Anorthosites of the low-sulfide platiniferous horizon (Reef I) in the upper riphean Yoko-Dovyren massif (Northern Cisbaikalia): new data on the composition, PGE-Cu-Ni mineralization, fluid regime and formation conditions

The carried out studies based on new data allowed to give mineralogical, petro- and geochemical characteristics to anorthosites, which are the main link and the major concentrator of PGE and Au in the composition of low-sulfide platinum metal mineralization, localized in a specific taxitic horizon (Reef I) of the Yoko-Dovyren massif. The revealed features of the composition and structure of this horizon indicate that the formation of anorthosites is caused by both the actual magmatic and the late- and postmagmatic processes with a high activity of volatile components. The horizon occurrence can be explained in terms of the “compaction” hypothesis and thermal shrinkage phenomenon. At the boundary of the rocks contrasting in composition and characteristics, when they are cooled, weakened zones form up to cracks and cavities, into which the interstitial leucocratic melt and volatiles squeezed out of the underlying horizons of the massif sucked as a result of the decompression effect. The revealed patterns of changes in the compositions of Pl (82-88% An), Ol (78-81% Fo), Cpx (40-44% En, 9-18% Fs, 41-47% Wo) and Opx (74-78% En, 16-24% Fs, 2-5% Wo) indicate fractional crystallization of the detrital melt.

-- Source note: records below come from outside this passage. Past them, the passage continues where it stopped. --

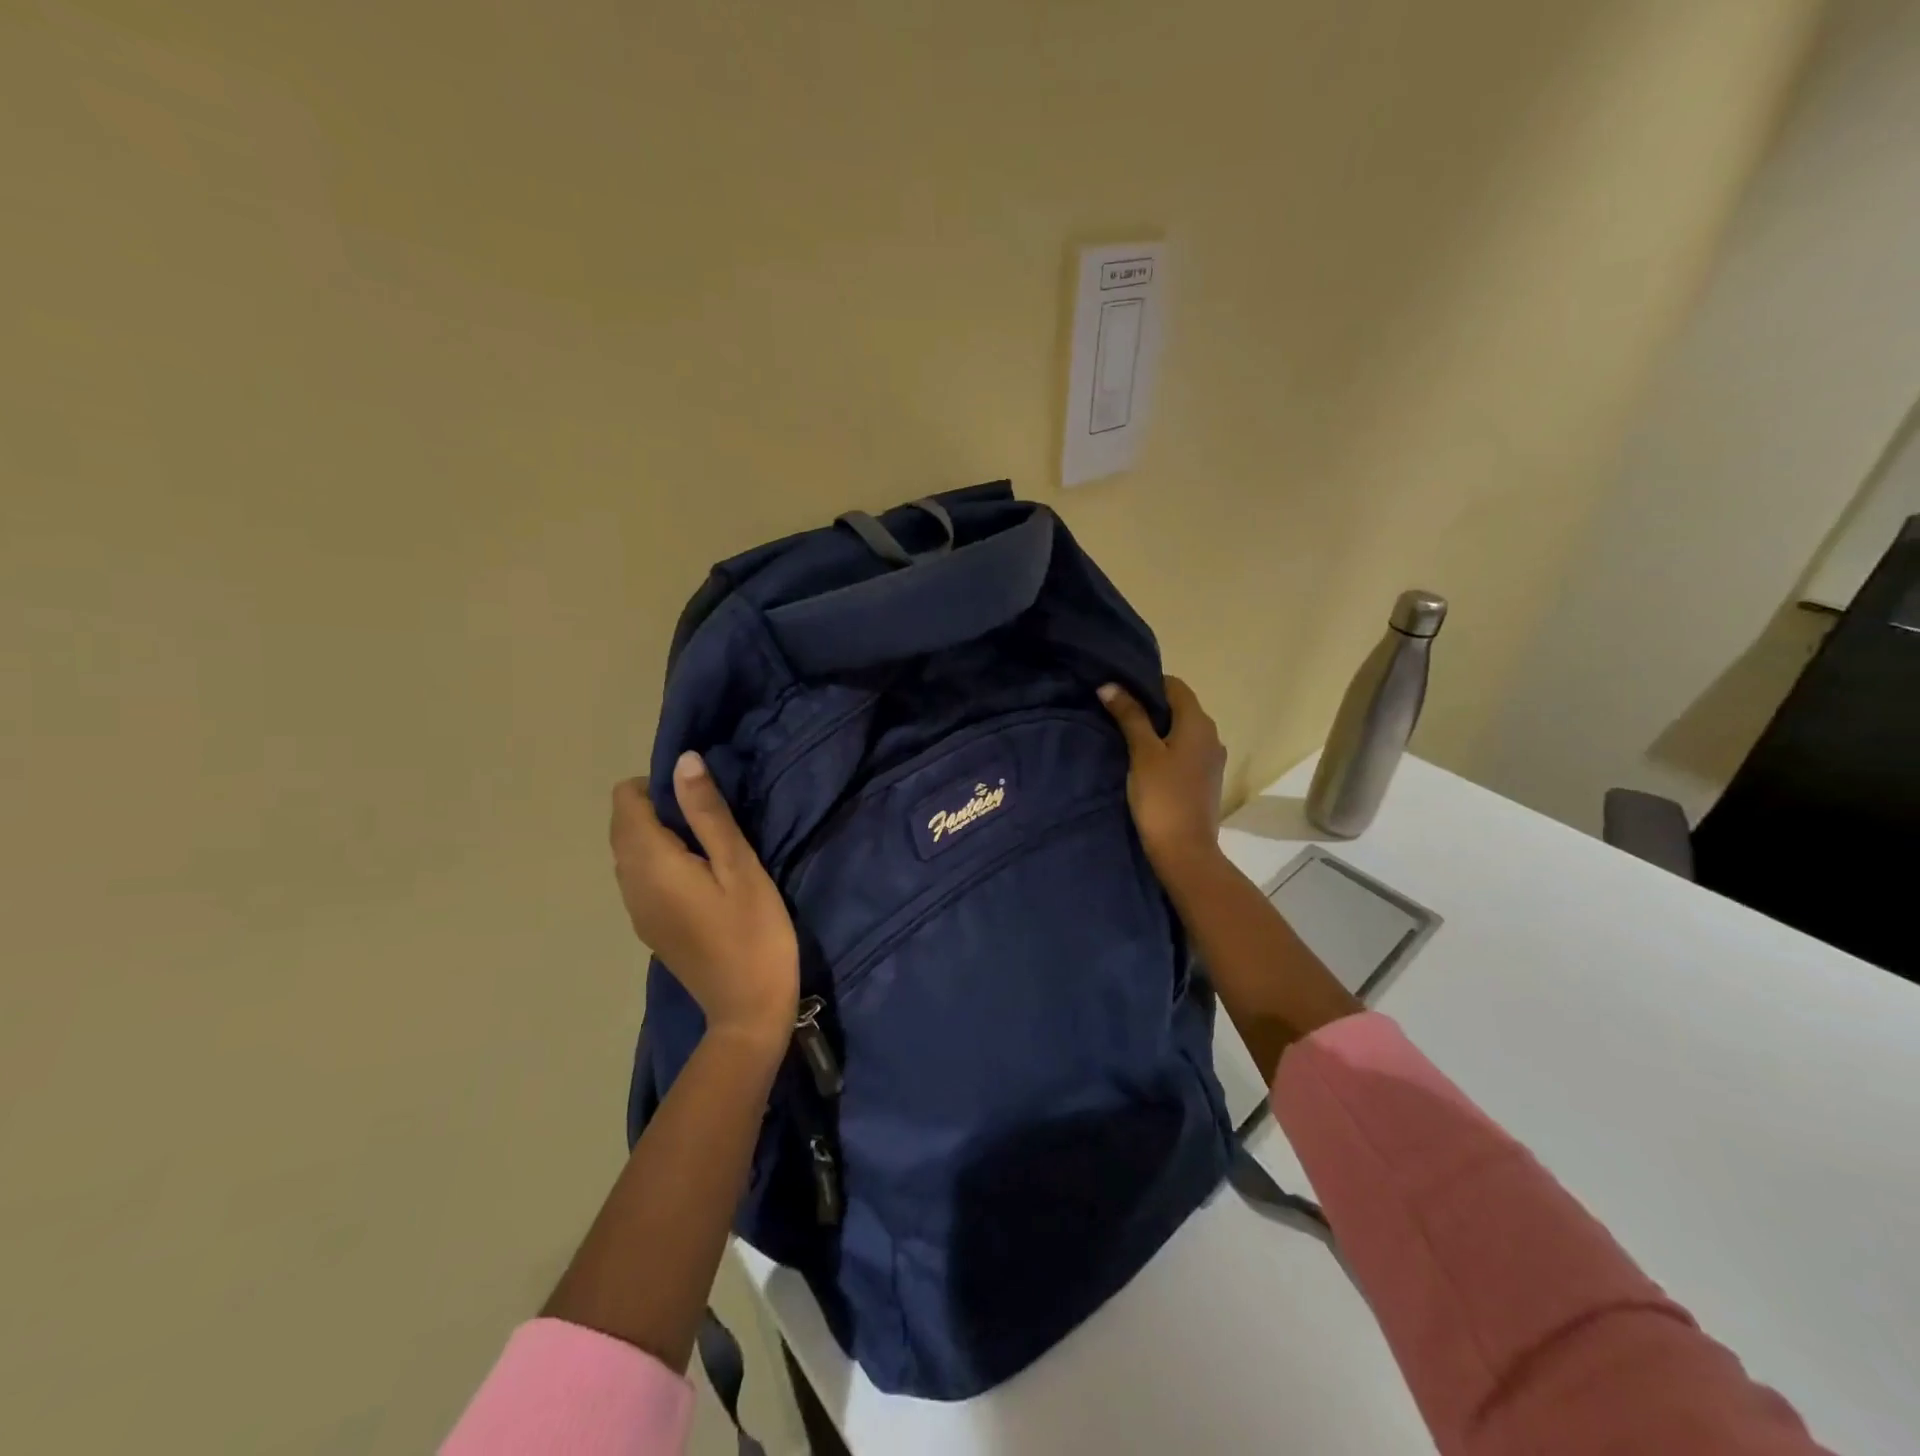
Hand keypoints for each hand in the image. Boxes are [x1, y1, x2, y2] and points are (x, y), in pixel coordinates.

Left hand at [610, 753, 798, 1043]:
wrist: (748, 1010)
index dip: (658, 786)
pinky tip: (701, 876)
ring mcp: (636, 910)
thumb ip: (708, 813)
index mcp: (650, 863)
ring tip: (711, 844)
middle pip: (623, 825)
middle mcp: (630, 883)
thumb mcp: (740, 866)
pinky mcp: (649, 926)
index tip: (702, 796)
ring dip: (659, 834)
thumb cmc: (754, 932)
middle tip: (712, 818)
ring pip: (629, 851)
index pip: (625, 801)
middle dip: (658, 807)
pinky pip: (640, 876)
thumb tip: (683, 760)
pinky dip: (660, 860)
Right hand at [1099, 676, 1227, 875]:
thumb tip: (1110, 686)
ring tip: (1126, 736)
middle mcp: (1211, 735)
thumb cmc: (1162, 797)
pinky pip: (1185, 751)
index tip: (1120, 691)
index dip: (1148, 683)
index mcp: (1198, 723)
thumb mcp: (1142, 753)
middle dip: (1150, 706)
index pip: (1175, 686)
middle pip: (1180, 707)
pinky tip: (1144, 761)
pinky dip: (1166, 748)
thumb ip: (1129, 717)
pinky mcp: (1206, 779)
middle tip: (1116, 712)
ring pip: (1182, 730)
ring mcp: (1211, 759)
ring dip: (1157, 729)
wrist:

The processes of fluid-magmatic interaction led to a considerable heterogeneity of anorthosites and other rocks, the formation of disequilibrium mineral associations and concentration of ore-generating components. Sulfide associations are considered as products of the subsolidus transformation of solid solutions (mss and iss + poss) formed during the crystallization of an immiscible sulfide liquid enriched in Cu. It is demonstrated that noble metals were associated not only with a limited amount of sulfide liquid. The major part of noble metals with “crust” components (Sn, Pb, Hg, Bi, As, Sb, Te, S, etc.) entered the anorthosite cavities along with volatile components and chlorine, thus causing an abundance of native minerals among platinoids. The decisive role of reduced gases (H2, CH4, CO), H2O and Cl in the genesis of precious metal minerals is estimated.